Arthur Bellamy

Personal information
- Full name: Arthur Bellamy
- Date of birth: 5 April 1942
- Place of birth: Blackhill, England
- Date of death: 22 January 2014 (aged 71)
- Place of death: Brierfield, England
- Height: 5 ft 9 in (1.75 m)
- Position(s): Inside forward

Youth career
- 1958–1962: Burnley

Senior career*
- Years: Team / Apps / (Gls)
- 1962–1972: Burnley / 227 / (29)
- 1972–1976: Chesterfield / 133 / (12)
- Total:  / 350 / (41)

= Arthur Bellamy =

English footballer

Arthur Bellamy (5 April 1942 – 22 January 2014) was an English footballer who played as an inside forward for Burnley and Chesterfield.

==Biography==
Arthur Bellamy was born on 5 April 1942 in the village of Blackhill, County Durham. As a youngster, he supported Sunderland. He worked as an apprentice welder with the Consett Iron Company before becoming a professional footballer. After his playing career ended, he lived in Burnley where he worked as a milkman and later owned a fish and chip shop. In 1979, he returned to Burnley F.C. as reserve team coach before being appointed assistant manager under Brian Miller in 1986. He then became youth coach under Frank Casper and later head groundsman at Turf Moor, before retiring in April 2007. Upon his retirement, he was presented a lifetime achievement award by Burnley manager Steve Cotterill.

==Football career==
Bellamy was spotted at the age of 15 by Burnley scout Jack Hixon while playing for the Consett Iron Company works team and was offered a trial at the club in 1958. He was offered a professional deal by Burnley manager Harry Potts in 1959 and spent the first three years of his career in the junior and reserve sides. He was part of the Burnley 'A' and reserve sides that won the Lancashire League and Central League respectively during the 1961–62 season. Bellamy scored on his first-team debut in the 5–2 victory over Manchester City on 26 March 1963. He made another 12 appearances during the remainder of the season, scoring once more. The 1963–64 campaign proved to be Bellamy's most prolific as he netted 8 goals in 17 league matches. He never established himself as a first-team regular during 10 seasons with Burnley, playing in around half the team's matches each year. His highest number of matches played in a season came in 1967–68 when he appeared in 38 league and cup games. In total, Bellamy amassed 250 appearances for the club in all competitions, scoring 29 goals.

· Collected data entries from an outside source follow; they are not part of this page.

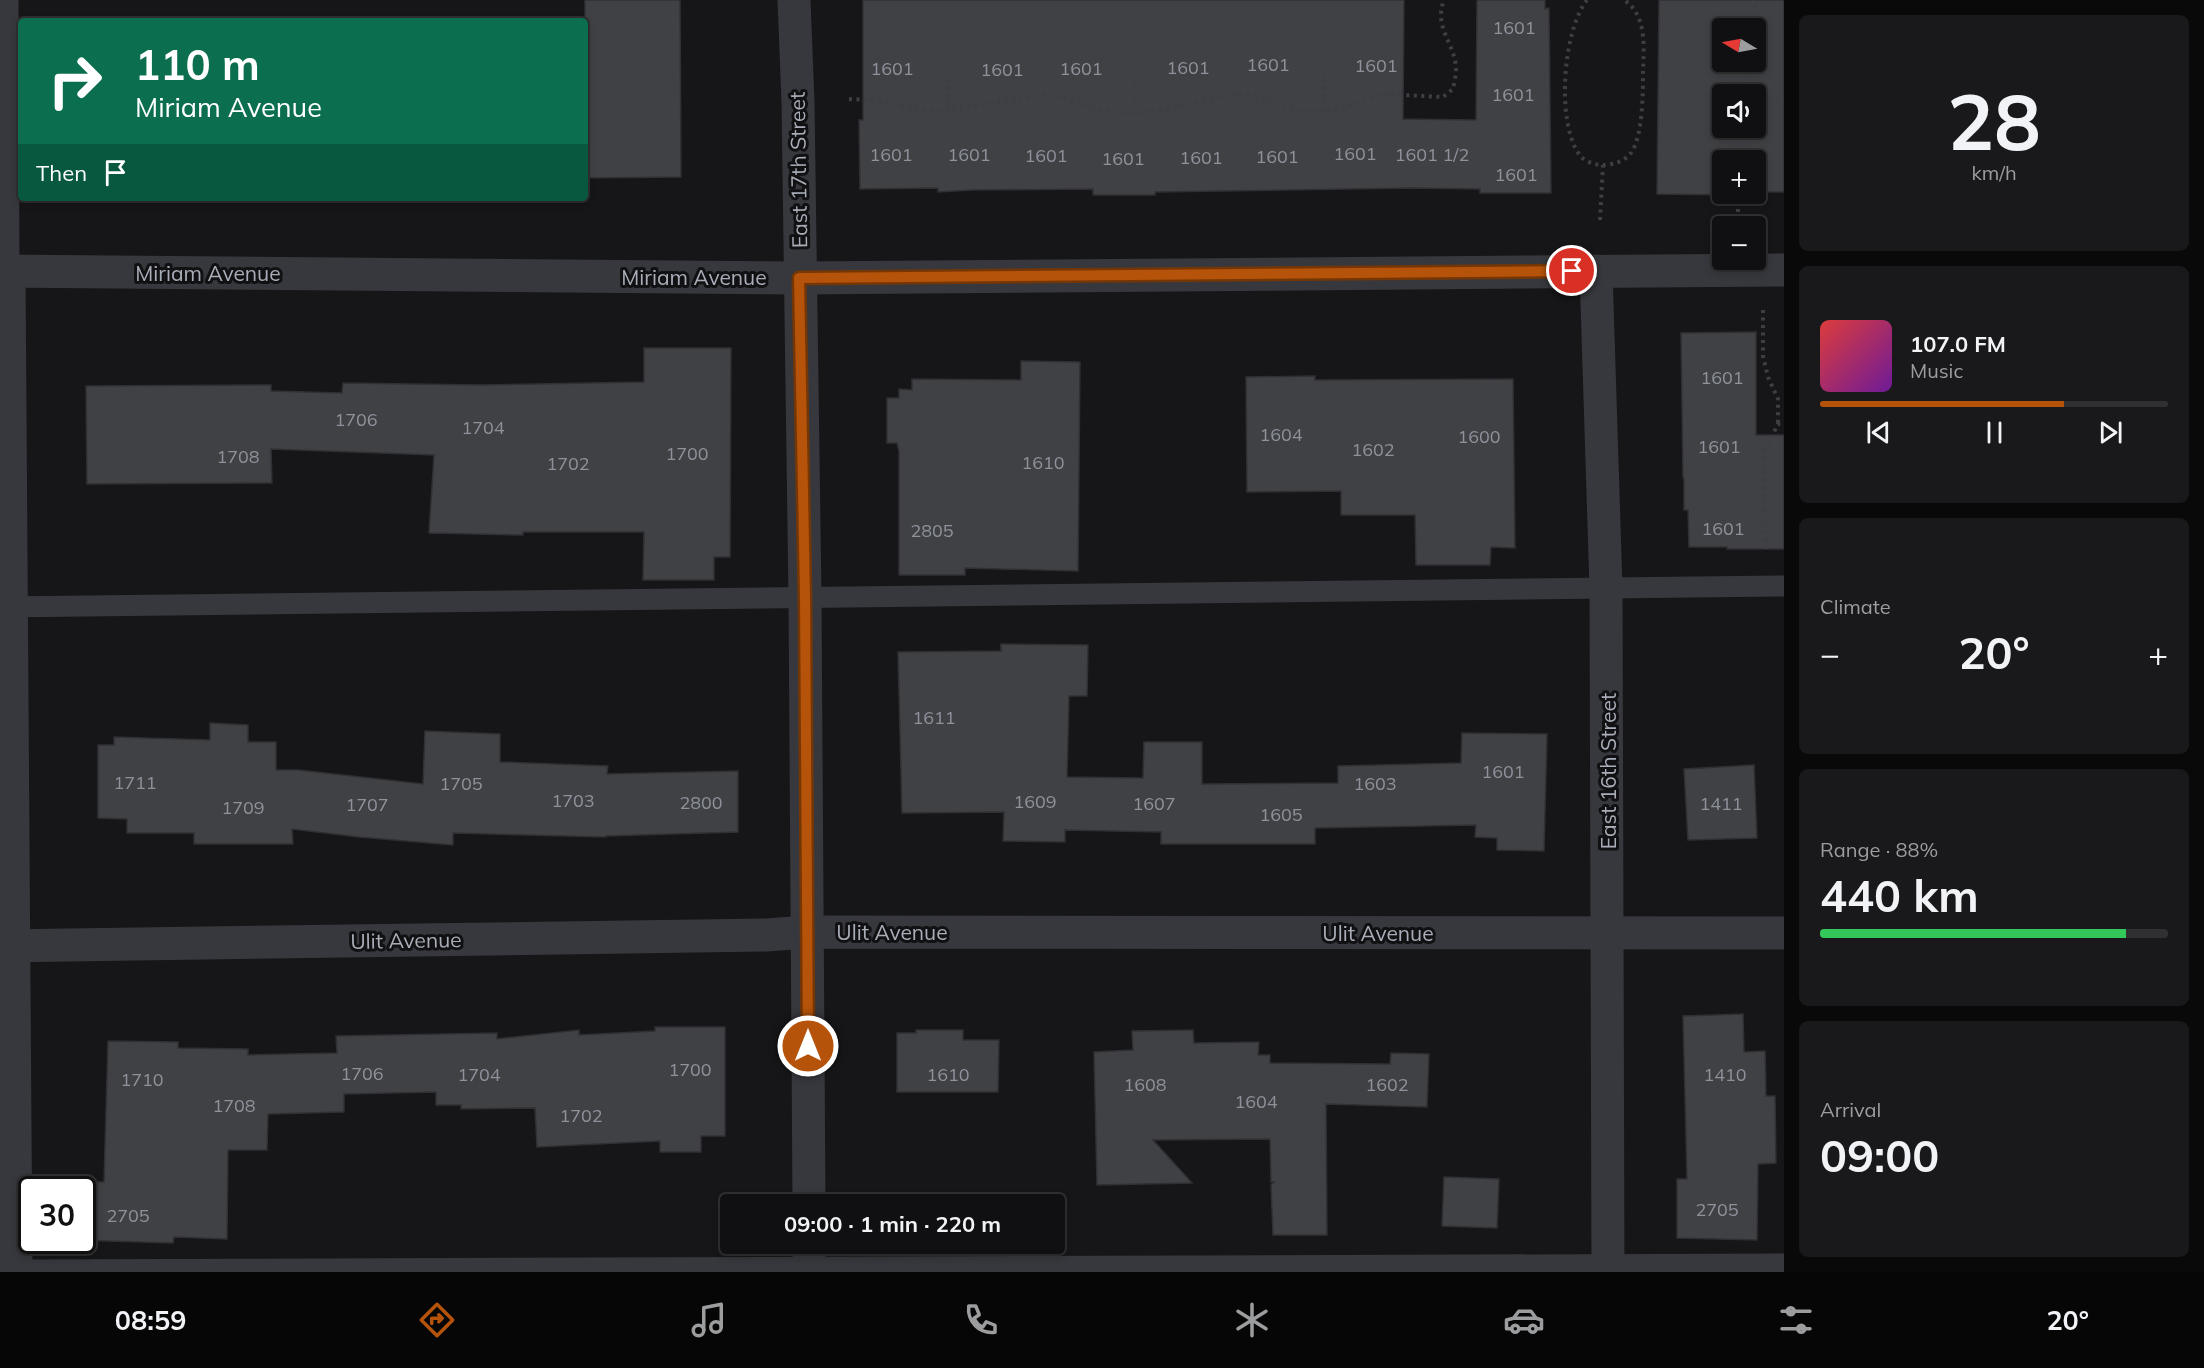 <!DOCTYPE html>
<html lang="en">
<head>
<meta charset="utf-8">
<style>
  body { margin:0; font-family:Mulish,sans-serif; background:#19191b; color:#f1f3f6; height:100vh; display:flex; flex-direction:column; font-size:22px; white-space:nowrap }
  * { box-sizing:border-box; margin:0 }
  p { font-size:20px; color:#9c9d9f }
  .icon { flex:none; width:33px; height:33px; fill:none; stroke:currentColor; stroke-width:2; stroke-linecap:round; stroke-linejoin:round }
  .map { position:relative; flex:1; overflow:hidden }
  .panel { display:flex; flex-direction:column; gap:15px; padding:15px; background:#09090a; width:420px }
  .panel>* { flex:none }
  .banner { position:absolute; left:18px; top:18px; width:570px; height:183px; border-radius:6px; box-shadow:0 3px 9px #0003,0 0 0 2px #303032; background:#0b6e4f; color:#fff; overflow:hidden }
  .needle { width:39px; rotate:280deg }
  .fabs { position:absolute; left:1712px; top:18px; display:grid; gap:12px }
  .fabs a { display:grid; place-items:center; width:54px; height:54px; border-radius:6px; background:#101012; box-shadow:0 3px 9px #0003,0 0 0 2px #303032; font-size:30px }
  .speed { position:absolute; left:18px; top:1176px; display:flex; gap:12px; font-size:30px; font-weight:700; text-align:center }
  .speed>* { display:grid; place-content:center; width:78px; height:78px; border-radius:50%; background:#101012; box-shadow:0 3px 9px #0003,0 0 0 2px #303032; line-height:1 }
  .speed .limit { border:3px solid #111; border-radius:9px; background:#fff; color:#111 }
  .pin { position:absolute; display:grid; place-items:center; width:51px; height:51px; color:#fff; margin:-26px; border:3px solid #fff; border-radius:50%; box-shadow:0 2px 6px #0007 }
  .me { position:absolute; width:66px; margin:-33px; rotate:0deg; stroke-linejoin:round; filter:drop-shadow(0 0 4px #0008) }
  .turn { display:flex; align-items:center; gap:21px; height:126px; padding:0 18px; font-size:27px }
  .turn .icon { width:78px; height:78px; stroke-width:2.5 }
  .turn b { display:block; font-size:42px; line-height:51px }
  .then { display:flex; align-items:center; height:57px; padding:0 18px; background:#0003; gap:12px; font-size:22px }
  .big { font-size:45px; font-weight:700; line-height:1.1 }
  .panel .widget { flex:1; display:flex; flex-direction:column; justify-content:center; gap:9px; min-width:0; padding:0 21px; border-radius:9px; background:#19191b }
  .panel .dial { align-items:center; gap:0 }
  .dial b { font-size:78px; line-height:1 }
  .song { display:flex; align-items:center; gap:18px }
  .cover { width:72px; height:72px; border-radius:9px; background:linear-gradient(135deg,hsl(0 70% 55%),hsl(280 70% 35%)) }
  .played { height:6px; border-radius:3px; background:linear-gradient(90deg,#b45309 70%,#303032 70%) }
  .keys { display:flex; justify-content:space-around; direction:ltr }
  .heat { display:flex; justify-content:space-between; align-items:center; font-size:33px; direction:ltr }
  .charge { height:9px; border-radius:4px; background:linear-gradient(90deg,#34c759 88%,#303032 0) }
  .trip { position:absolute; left:720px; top:1194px; width:345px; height:60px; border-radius:6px; background:#101012; box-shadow:0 3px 9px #0003,0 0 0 2px #303032; font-weight:700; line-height:60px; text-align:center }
  .tabs { display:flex; height:96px; justify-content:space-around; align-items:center; background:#060607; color:#9c9d9f }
  .tabs .icon { width:42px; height:42px }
  .tabs .current { color:#b45309 }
  .tabs b { font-size:27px; color:#f1f3f6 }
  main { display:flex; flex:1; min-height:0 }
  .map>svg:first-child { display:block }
  .building { fill:#404145; stroke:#303034; stroke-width:1.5; fill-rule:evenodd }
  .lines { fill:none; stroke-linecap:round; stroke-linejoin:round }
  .path { stroke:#3d3f44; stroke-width:4; stroke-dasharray:3 4.5; stroke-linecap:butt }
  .lane { stroke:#37383d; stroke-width:21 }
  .street { stroke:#37383d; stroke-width:33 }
  .route-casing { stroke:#753606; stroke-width:15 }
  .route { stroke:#b45309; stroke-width:10 }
  .labels { text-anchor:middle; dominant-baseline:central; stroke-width:6; stroke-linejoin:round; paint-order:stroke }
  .number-label { font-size:18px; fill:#8e929b }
  .street-label { font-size:21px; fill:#a8adb8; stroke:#111113 }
</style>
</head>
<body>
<main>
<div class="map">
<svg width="1784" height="1272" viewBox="0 0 1784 1272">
  <rect width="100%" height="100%" fill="#161618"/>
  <g class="building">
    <path d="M 585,0 L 680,0 L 681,177 L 585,178 Z"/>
    <path d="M 863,0 L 1404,0 L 1403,119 L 1476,120 L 1477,0 L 1545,0 L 1545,9 L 1549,8 L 1551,193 L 1480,193 L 1480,189 L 1412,188 L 1155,192 L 1155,195 L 1093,195 L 1093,189 L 973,190 L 938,192 L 938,188 L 860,189 L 859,120 L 863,120 Z"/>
    <path d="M 1659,0 L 1784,0 L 1784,192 L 1755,192 L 1755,160 L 1722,160 L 1722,194 L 1729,195 L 1657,194 ZM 1722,28 L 1755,28 L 1755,62 L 1722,62 ZM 1722,94 L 1755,94 L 1755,128 L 1722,128 Z"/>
    <path d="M 1756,332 L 1756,435 L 1784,435 L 1784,549 L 1727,549 L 1727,547 L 1689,547 L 1688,510 L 1684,510 L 1684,478 L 1683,478 L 1681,333 Z"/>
    <path d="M 644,348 L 731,348 L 730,557 L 714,557 L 714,580 L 643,580 L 644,532 L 523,532 L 523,535 L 429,533 L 434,455 L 271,449 L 272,483 L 87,484 L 86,386 L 271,385 L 271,391 L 342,393 L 343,383 L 481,385 L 644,382 Z"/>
    <path d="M 1021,361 L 1080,362 L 1078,571 L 965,568 L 965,575 L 899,575 L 899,451 L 897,443 L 887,443 L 887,398 L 899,398 L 899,389 L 912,390 L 912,379 L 1021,380 Z"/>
    <path d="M 1315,376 L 1315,380 L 1513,379 L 1515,548 L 1491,547 L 1490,565 L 1416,565 L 1415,515 L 1341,515 L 1341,491 L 1247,492 L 1246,377 Z"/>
    <path d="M 1001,644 L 1088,645 L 1087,696 L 1069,696 L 1067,777 L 1143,778 L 1144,742 L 1202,742 L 1202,784 L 1338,783 L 1338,766 L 1461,763 L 1462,733 L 1547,734 L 1544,851 L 1497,850 L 1497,838 L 1475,837 L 1476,825 L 1315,828 L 1315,844 L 1161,844 L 1161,832 L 1065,830 L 1065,842 L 1003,841 L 1004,812 L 902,813 L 898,652 L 1001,651 Z"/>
    <path d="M 210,723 L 248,725 L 248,742 L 276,742 L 276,770 L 298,770 L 423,784 L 425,731 L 500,734 L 500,762 L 608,766 L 607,774 L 738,771 L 738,832 L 606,836 L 606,837 L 453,833 L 453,845 L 359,837 L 292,829 L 293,844 L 194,844 L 194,833 L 127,833 L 127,819 L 98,818 L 98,745 L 114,745 L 114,737 L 210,740 Z"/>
    <path d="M 1754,765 L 1757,838 L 1688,840 L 1684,769 Z"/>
    <path d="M 1743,1014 L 1744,1052 L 1765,1051 L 1766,1096 L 1775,1096 L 1776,1163 L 1758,1164 L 1757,1240 L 1677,1238 L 1677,1179 L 1687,1179 L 1683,1016 Z"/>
    <path d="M 655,1027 L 725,1027 L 725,1136 L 701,1136 L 701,1152 L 660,1152 L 660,1141 L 537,1147 L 535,1108 L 461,1109 L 461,1105 L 436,1105 L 436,1092 L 344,1094 L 344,1112 L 268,1114 L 267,1150 L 228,1150 L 227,1239 L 174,1237 L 173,1243 L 76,1240 L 82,1240 L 82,1190 L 73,1190 L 74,1181 L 104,1182 L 108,1041 L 178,1042 L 178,1048 L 248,1049 L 248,1055 L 337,1053 L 336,1036 L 497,1033 L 497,1039 L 579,1030 L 579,1035 L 655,1031 Z"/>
    <path d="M 916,1030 L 963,1030 L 963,1040 L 999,1040 L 998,1092 L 897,1092 L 897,1033 L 916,1033 Z"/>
    <path d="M 1193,1030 L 1194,1043 L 1259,1042 L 1258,1055 L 1270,1055 L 1270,1063 L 1390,1064 L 1391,1053 L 1429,1054 L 1427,1107 L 1326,1104 L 1327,1235 L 1273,1235 L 1271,1185 L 1274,1182 L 1271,1182 L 1270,1139 L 1153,1140 L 1192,1183 L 1097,1185 L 1094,1052 L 1133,1050 L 1132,1031 Z"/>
    <path d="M 1444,1177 L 1499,1179 L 1497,1228 L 1442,1226 Z"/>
  </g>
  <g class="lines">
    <g class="path">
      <path d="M 1587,0 C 1563,30 1556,122 1579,154 C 1583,161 1594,165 1603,165 C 1613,165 1625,161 1631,153 C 1643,136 1643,92 1643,71 C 1644,47 1647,15 1624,0"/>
      <path d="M 1135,76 L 1136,113"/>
      <path d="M 949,79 L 949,110"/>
      <path d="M 1742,94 L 1741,91 C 1756,60 1766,34 1753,0"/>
      <path d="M 849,99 L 870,100 L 934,112 L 1044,95 L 1069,99 L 1099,110 L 1128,114 L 1163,110 L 1233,94 L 1252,95 L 1291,109 L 1309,112 L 1341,109 L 1381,94 L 1443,97 L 1453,89 C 1454,83 1456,76 1456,70 C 1456,44 1433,28 1444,0"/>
      <path d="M 1755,104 L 1784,98"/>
      <path d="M 1323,112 L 1324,73"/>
      <path d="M 1738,128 L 1738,160"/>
      <path d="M 1738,194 L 1738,226"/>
      <path d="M 1600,220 L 1603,165"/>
      <path d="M 1763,310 L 1763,356 L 1768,377 L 1778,399 L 1778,424"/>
      <path d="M 1766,549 L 1763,476 L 1765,450 L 1778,424 L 1784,424"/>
    </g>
    <g class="lane">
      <path d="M 8,0 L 9,271"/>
      <path d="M 1,607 L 1784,586"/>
      <path d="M 4,1270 L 1784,1264"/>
    </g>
    <g class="street">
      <path d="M 794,0 L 798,102 L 805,597 L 809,1204"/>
      <path d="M 0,271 L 799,278 L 1784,270"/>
      <path d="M 9,271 L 16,1272"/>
      <path d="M 1596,271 L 1606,588 L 1608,1272"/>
      <path d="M 0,946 L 766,935 L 807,932 L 1784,933"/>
      <path d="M 809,1244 L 809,1272"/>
    </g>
  </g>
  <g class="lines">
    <defs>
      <path id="route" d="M 808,1046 L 805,597 L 799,278 L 1572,271"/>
    </defs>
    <use href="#route" class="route-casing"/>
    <use href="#route" class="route"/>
  </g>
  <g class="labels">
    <g class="number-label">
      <text x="1514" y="27">1601</text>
      <text x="1268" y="64">1601</text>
      <text x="1376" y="65">1601</text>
      <text x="1188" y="67">1601</text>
      <text x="892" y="68">1601</text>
      <text x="1081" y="68">1601</text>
      <text x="1002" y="69">1601</text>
      <text x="1513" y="94">1601</text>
      <text x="1355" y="153">1601</text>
      <text x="891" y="154">1601</text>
      <text x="969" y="154">1601</text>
      <text x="1432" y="154">1601 1/2</text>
      <text x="1046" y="155">1601</text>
      <text x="1277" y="156">1601</text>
      <text x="1201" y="157">1601</text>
      <text x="1123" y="158">1601</text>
      <text x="1516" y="174">1601</text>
      <text x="1722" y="377">1601</text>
      <text x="356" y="419">1706</text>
      <text x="483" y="427">1704</text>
      <text x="1281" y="434">1604</text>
      <text x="1479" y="436">1600</text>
      <text x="1719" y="446">1601</text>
      <text x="1373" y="449">1602</text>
      <text x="687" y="453">1700</text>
      <text x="238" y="456">1708</text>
      <text x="1043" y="462">1610</text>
      <text x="568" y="463">1702</text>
      <text x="1723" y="528">1601</text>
      <text x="932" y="530">2805</text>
      <text x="934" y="717">1611</text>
      <text x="1503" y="771">1601</text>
      <text x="135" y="782">1711</text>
      <text x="461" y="783">1705</text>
      <text x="1375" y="783">1603</text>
      <text x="573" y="800">1703</text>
      <text x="1035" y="801">1609</text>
      <text x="701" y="802">2800</text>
      <text x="1154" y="803">1607</text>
      <text x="1721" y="803">1411</text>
      <text x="367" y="804">1707</text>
      <text x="243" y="807">1709</text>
      <text x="1281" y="814">1605</text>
      <text x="690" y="1069">1700</text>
      <text x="362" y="1073">1706</text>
      <text x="479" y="1074">1704</text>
      <text x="948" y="1074">1610</text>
      <text x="1725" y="1074">1410</text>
      <text x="142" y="1079">1710</text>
      <text x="1145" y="1084">1608</text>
      <text x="1387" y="1084">1602</text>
      <text x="1256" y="1101">1604</text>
      <text x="234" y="1105">1708</text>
      <text x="581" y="1115">1702</text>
      <text x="1717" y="1209">2705</text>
      <text x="128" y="1215">2705</text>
    </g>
    <g class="street-label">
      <text transform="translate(798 170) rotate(-91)">East 17th Street</text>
      <text x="208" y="273">Miriam Avenue</text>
      <text x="694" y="277">Miriam Avenue</text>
      <text transform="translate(1608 771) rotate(-90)">East 16th Street</text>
      <text x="892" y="932">Ulit Avenue</text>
      <text x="1378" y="933">Ulit Avenue</text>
      <text transform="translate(406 940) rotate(-1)">Ulit Avenue</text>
    </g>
  </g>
</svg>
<div class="fabs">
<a><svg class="needle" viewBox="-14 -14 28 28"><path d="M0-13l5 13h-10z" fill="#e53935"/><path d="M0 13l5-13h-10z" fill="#9c9d9f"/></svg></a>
<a><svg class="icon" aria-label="sound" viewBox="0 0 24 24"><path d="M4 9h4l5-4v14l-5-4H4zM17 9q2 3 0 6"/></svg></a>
<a>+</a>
<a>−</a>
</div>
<div class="speed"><div class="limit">30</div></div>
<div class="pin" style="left:1572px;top:271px;background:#d93025"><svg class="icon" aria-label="arrive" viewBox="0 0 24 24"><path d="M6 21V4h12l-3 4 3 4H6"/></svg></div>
<svg class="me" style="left:808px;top:1046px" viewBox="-20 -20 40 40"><circle r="17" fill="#b45309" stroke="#fff" stroke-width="3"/><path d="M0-11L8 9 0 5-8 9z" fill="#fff"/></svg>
<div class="trip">09:00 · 1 min · 220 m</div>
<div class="banner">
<div class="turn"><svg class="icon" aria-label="right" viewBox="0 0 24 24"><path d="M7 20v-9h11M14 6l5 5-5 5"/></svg><div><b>110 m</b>Miriam Avenue</div></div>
<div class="then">Then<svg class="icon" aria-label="arrive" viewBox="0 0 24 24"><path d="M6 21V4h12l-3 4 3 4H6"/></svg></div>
</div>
</div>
<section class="panel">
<div class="widget dial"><b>28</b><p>km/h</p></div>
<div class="widget">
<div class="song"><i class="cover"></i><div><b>107.0 FM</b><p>Music</p></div></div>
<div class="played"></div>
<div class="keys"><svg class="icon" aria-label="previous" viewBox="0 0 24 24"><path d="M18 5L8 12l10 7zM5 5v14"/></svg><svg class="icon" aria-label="pause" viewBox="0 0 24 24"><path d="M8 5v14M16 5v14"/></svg><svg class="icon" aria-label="next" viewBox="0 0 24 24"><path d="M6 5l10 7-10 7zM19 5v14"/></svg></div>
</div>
<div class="widget"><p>Climate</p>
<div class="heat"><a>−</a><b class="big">20°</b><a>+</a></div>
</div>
<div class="widget"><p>Range · 88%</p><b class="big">440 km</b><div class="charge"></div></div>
<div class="widget"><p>Arrival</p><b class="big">09:00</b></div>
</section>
</main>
<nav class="tabs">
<b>08:59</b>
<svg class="icon current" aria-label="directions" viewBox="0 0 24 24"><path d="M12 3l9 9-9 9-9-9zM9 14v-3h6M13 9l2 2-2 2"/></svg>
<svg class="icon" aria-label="music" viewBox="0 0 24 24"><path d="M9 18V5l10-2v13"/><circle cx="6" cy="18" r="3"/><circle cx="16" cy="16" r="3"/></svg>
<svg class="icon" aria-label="phone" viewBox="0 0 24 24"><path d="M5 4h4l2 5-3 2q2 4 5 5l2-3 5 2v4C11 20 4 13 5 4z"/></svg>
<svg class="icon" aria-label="climate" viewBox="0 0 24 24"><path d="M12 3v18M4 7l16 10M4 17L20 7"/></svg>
<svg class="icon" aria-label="car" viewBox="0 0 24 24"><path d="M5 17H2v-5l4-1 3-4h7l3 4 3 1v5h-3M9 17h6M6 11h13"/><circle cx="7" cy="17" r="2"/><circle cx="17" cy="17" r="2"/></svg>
<svg class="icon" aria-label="filters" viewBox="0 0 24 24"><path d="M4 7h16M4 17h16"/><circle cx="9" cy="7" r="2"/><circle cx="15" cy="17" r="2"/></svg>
<b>20°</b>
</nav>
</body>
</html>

Bellamy transferred to Third Division outfit Chesterfield in July 1972 for a fee of £10,000 and made his league debut for the club on 12 August 1972 in the 4–1 home win against Oldham Athletic. In contrast to his time with Burnley, Bellamy was a regular fixture in the Chesterfield side throughout his four seasons with the club. He went on to make 133 league appearances and score 12 league goals for Chesterfield before being released in the summer of 1976 and subsequently retiring from football.

Bellamy died in Pendleside hospice near Burnley on the morning of 22 January 2014.